Tarana Burke: I was asked this question when [Harvey] Weinstein was convicted when [Bill] Cosby was convicted and it stays the same: these convictions are not a victory. I understand the catharsis for the survivors. There is a duality, that you have an immediate sort of excitement that feels like we have *something.* Right? You can’t help it. I think that’s human nature. That feeling of we have something, especially as Black women. Because we never get anything. So, I think there’s that first wave of that.
And then there’s the immediate slap in the face – especially if you engage in anything public, like social media or walking down the street – of the rejection of that.

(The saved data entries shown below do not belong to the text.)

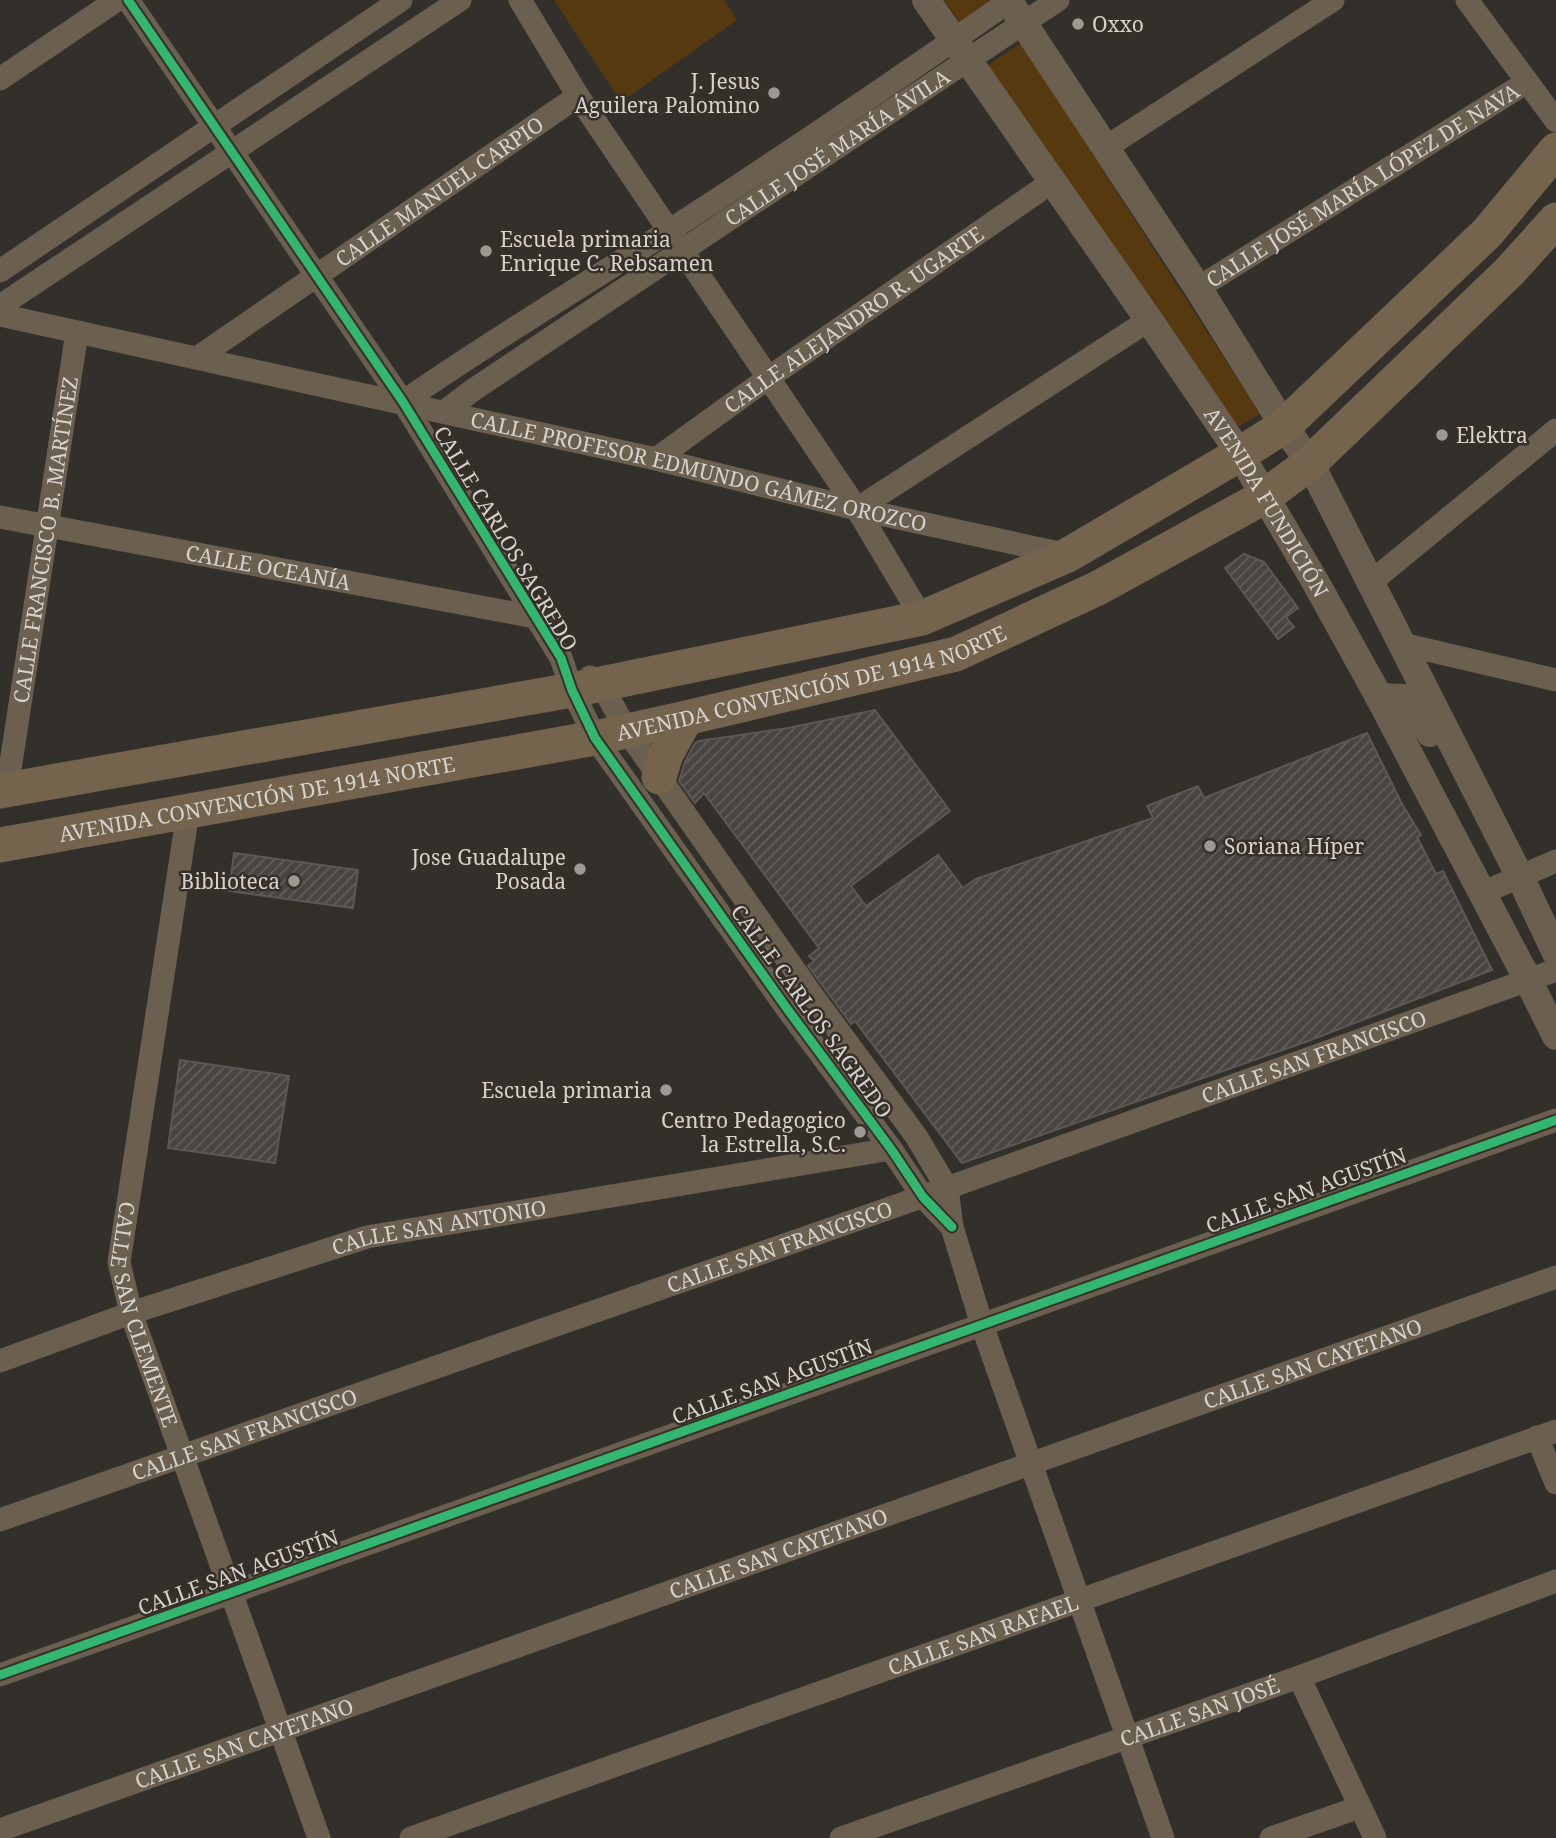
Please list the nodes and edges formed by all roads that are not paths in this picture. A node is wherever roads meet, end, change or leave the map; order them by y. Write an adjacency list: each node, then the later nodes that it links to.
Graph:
1 (117, 0): 12 (street)
2 (128, 0): 16 (street, CALLE CARLOS SAGREDO)
3 (401, 0): 16 (street)
4 (460, 0): 19 (street)
5 (520, 0): 14 (street)
6 (926, 0): 11 (street, AVENIDA FUNDICIÓN)
7 (1058, 0): 10 (street, CALLE JOSÉ MARÍA ÁVILA)
8 (1332, 0): 17 (street)
9 (1467, 0): 13 (street)
10 (1013, 7): 11 (street, CALLE JOSÉ MARÍA ÁVILA); 17 (street)
11 (961, 51): 20 (street, AVENIDA FUNDICIÓN); 22 (street, CALLE JOSÉ MARÍA ÁVILA); 23 (street, CALLE JOSÉ MARÍA ÁVILA)
12 (0, 79)
13 (1528, 82): 15 (street); 26 (street, CALLE JOSÉ MARÍA LÓPEZ DE NAVA)
14 (578, 96): 22 (street); 25 (street, CALLE MANUEL CARPIO)
15 (1556, 121)
16 (215, 126): 19 (street, CALLE CARLOS SAGREDO); 24 (street)
17 (1105, 148): 26 (street)
18 (1556, 150): 35 (main road, AVENIDA CONVENCIÓN DE 1914 NORTE)
19 (232, 152): 25 (street, CALLE CARLOS SAGREDO); 27 (street)
20 (1052, 182): 29 (street, AVENIDA FUNDICIÓN); 32 (street, CALLE ALEJANDRO R. UGARTE)
21 (1556, 220): 39 (main road, AVENIDA CONVENCIÓN DE 1914 NORTE)
22 (669, 230): 23 (street); 33 (street, CALLE JOSÉ MARÍA ÁVILA)
23 (683, 251): 32 (street); 34 (street, CALLE JOSÉ MARÍA ÁVILA)
24 (0, 271)
25 (317, 276): 31 (street, CALLE MANUEL CARPIO); 33 (street, CALLE CARLOS SAGREDO)
26 (1198, 288): 35 (street)
27 (0, 306)
28 (0, 314): 30 (street, CALLE PROFESOR EDMUNDO GÁMEZ OROZCO)
29 (1149, 320): 37 (street, AVENIDA FUNDICIÓN); 41 (street)
30 (77, 332): 31 (street, CALLE PROFESOR EDMUNDO GÁMEZ OROZCO); 43 (street, CALLE FRANCISCO B. MARTÍNEZ)
31 (197, 358): 33 (street, CALLE PROFESOR EDMUNDO GÁMEZ OROZCO)
32 (768, 377): 38 (street, CALLE ALEJANDRO R. UGARTE); 41 (street)
33 (403, 402): 34 (street, CALLE PROFESOR EDMUNDO GÁMEZ OROZCO); 46 (street, CALLE CARLOS SAGREDO)
34 (444, 412): 38 (street, CALLE PROFESOR EDMUNDO GÁMEZ OROZCO)
35 (1284, 426): 37 (main road, AVENIDA CONVENCIÓN DE 1914 NORTE); 39 (street)
36 (1556, 430): 45 (street)
37 (1240, 454): 40 (street, AVENIDA FUNDICIÓN); 44 (main road, AVENIDA CONVENCIÓN DE 1914 NORTE)
38 (656, 459): 41 (street, CALLE PROFESOR EDMUNDO GÁMEZ OROZCO)
39 (1310, 463): 40 (main road, AVENIDA CONVENCIÓN DE 1914 NORTE); 45 (street)
40 (1264, 497): 51 (street, AVENIDA FUNDICIÓN); 53 (main road, AVENIDA CONVENCIÓN DE 1914 NORTE)
41 (857, 509): 44 (street, CALLE PROFESOR EDMUNDO GÁMEZ OROZCO); 47 (street)
42 (0, 517): 43 (street, CALLE OCEANÍA)
43 (47, 527): 46 (street, CALLE OCEANÍA); 52 (street, CALLE FRANCISCO B. MARTÍNEZ)
44 (1068, 555): 47 (main road, AVENIDA CONVENCIÓN DE 1914 NORTE)
45 (1371, 582): 48 (street)
46 (535, 617): 49 (street, CALLE CARLOS SAGREDO)
47 (922, 618): 49 (main road, AVENIDA CONVENCIÓN DE 1914 NORTE)
48 (1402, 644): 50 (street); 55 (street)
49 (578, 678): 54 (street, CALLE CARLOS SAGREDO); 54 (street, CALLE CARLOS SAGREDO); 57 (main road, AVENIDA CONVENCIÓN DE 1914 NORTE)
50 (1556, 680)
51 (1379, 697): 55 (street); 62 (street, AVENIDA FUNDICIÓN)
52 (9, 718): 57 (street, CALLE FRANCISCO B. MARTÍNEZ)
53 (686, 718): 54 (main road, AVENIDA CONVENCIÓN DE 1914 NORTE); 56 (main road)
54 (611, 734): 56 (street, CALLE CARLOS SAGREDO); 58 (main road, AVENIDA CONVENCIÓN DE 1914 NORTE); 67 (street, CALLE CARLOS SAGREDO)
55 (1467, 773): 61 (street)
56 (659, 777): 66 (street, CALLE CARLOS SAGREDO)
57 (3, 790)
58 (188, 812): 59 (main road, AVENIDA CONVENCIÓN DE 1914 NORTE); 75 (street, CALLE SAN CLEMENTE)
59 (0, 845)
60 (1556, 861): 61 (street)
61 (1520, 877): 62 (street); 63 (street)
62 (1482, 893): 65 (street, AVENIDA FUNDICIÓN)
63 (1556, 953)
64 (1556, 970): 65 (street, CALLE SAN FRANCISCO)
65 (1528, 980): 68 (street, AVENIDA FUNDICIÓN); 71 (street, CALLE SAN FRANCISCO)
66 (812, 995): 67 (street); 71 (street, CALLE CARLOS SAGREDO)
67 (788, 1010): 70 (street, CALLE CARLOS SAGREDO)
68 (1556, 1036)
69 (1556, 1120): 76 (street, CALLE SAN AGUSTÍN)
70 (891, 1149): 72 (street, CALLE CARLOS SAGREDO); 75 (street, CALLE SAN ANTONIO)
71 (947, 1188): 72 (street, CALLE SAN FRANCISCO); 73 (street, CALLE CARLOS SAGREDO)
72 (923, 1197): 73 (street, CALLE CARLOS SAGREDO); 79 (street, CALLE SAN FRANCISCO)
73 (952, 1227): 76 (street, CALLE CARLOS SAGREDO)
74 (1556, 1277): 80 (street, CALLE SAN CAYETANO)
75 (131, 1313): 77 (street, CALLE SAN ANTONIO); 79 (street, CALLE SAN CLEMENTE)
76 (982, 1325): 80 (street, CALLE CARLOS SAGREDO); 84 (street, CALLE SAN AGUSTÍN)
77 (0, 1361)
78 (1546, 1434): 81 (street); 85 (street, CALLE SAN RAFAEL)
79 (181, 1456): 82 (street, CALLE SAN FRANCISCO); 84 (street, CALLE SAN CLEMENTE)
80 (1031, 1464): 85 (street, CALLE CARLOS SAGREDO); 88 (street, CALLE SAN CAYETANO)
81 (1556, 1483)
82 (0, 1520)
83 (1556, 1581): 87 (street, CALLE SAN JOSÉ)
84 (232, 1593): 86 (street, CALLE SAN AGUSTÍN); 88 (street, CALLE SAN CLEMENTE)
85 (1079, 1601): 89 (street, CALLE CARLOS SAGREDO); 93 (street, CALLE SAN RAFAEL)
86 (0, 1675)
87 (1299, 1677): 89 (street, CALLE SAN JOSÉ); 90 (street)
88 (281, 1730): 91 (street, CALLE SAN CAYETANO); 92 (street, CALLE SAN CLEMENTE)
89 (1127, 1737): 94 (street, CALLE SAN JOSÉ); 95 (street, CALLE CARLOS SAGREDO)
90 (1360, 1807): 96 (street); 97 (street)
91 (0, 1830)
92 (319, 1838)
93 (411, 1838)
94 (841, 1838)
95 (1163, 1838)
96 (1271, 1838)
97 (1374, 1838)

So my reaction came in stages, is what I’m explaining. That first stage of sort of surprise and relief that we got something. And that something is acknowledgment of that – even from a f-cked up system – an acknowledgment that our trauma and our pain deserve acknowledgment. It deserves accountability. You have that first wave and then you get slapped in the face with “no, it doesn’t.” I don’t know if we even had sixty seconds of whatever that first wave was. I get settled in just the catharsis of the survivors. It’s like they get a chance to breathe after holding this sh-t for so long. They get a chance to be like, “I get to hold something.”

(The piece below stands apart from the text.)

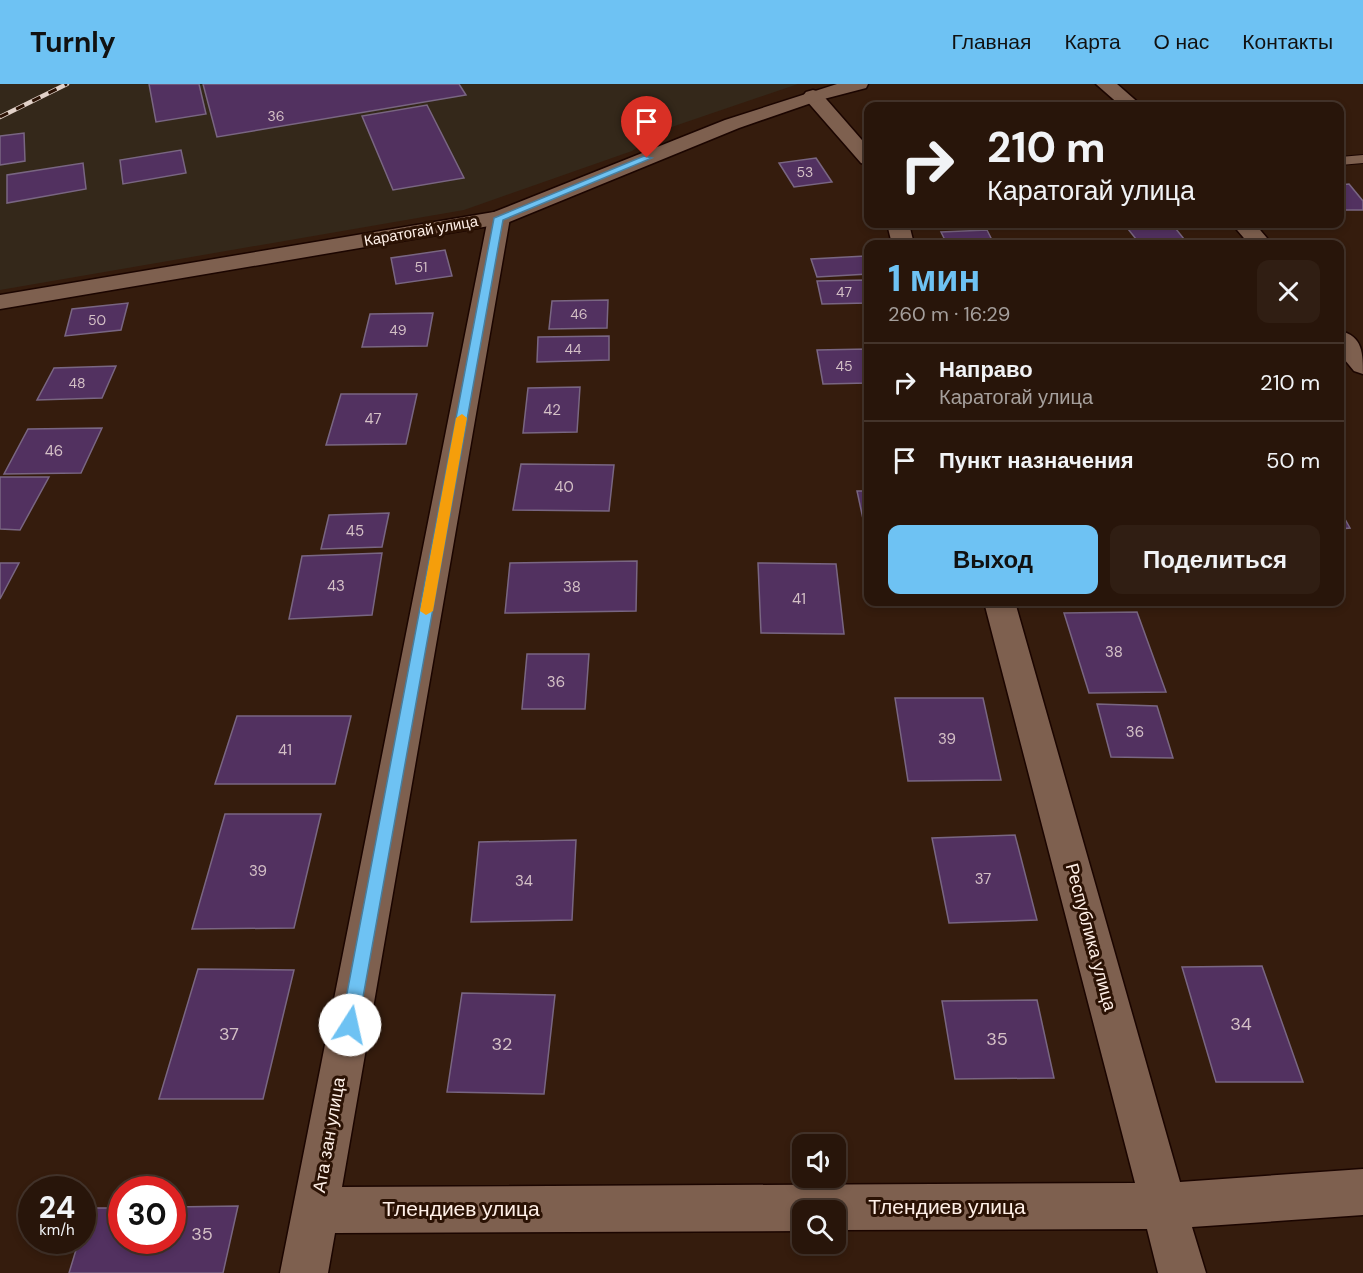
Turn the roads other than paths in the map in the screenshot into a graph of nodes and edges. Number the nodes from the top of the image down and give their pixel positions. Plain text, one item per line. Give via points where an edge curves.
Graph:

Sil Lai Abrams: I was not surprised because the conviction was the result of decades of lobbying by activists and advocates. In many ways, his social currency in the Black community was diminished in a way that would enable a conviction to occur in the criminal legal system. To dream’s point, the system as it exists is not one that takes into consideration the needs of survivors or even those that have caused harm. He’s being used as a totem in many respects and I believe that his conviction in some way shields other people who cause sexual harm because I think that society can look at him, point to what will occur with him, and say, “You see? The system works because R. Kelly went to prison.” When in fact, his incarceration does nothing to address the systemic nature of sexual violence and the very broad ways in which harm affects our entire society.
Oronike Odeleye: Honestly, my first reaction was relief. I was relieved for his victims because they have been gaslit for years about the abuse that they’ve suffered. I was also relieved for myself. This has been a long journey that I did not mean to embark on [as a founder of the #MuteRKelly movement]. It’s been emotional and hard, so I’m glad that my part was over and now someone else can take over. And I was relieved for our community because for so many people, a lot of the visceral and emotional reaction they had to this was not necessarily about R. Kelly but about their own interactions. Their own experiences of abuse and trauma that they had carried, a lot of the secrets they had carried and they wanted to see justice play out. I was relieved for everyone involved.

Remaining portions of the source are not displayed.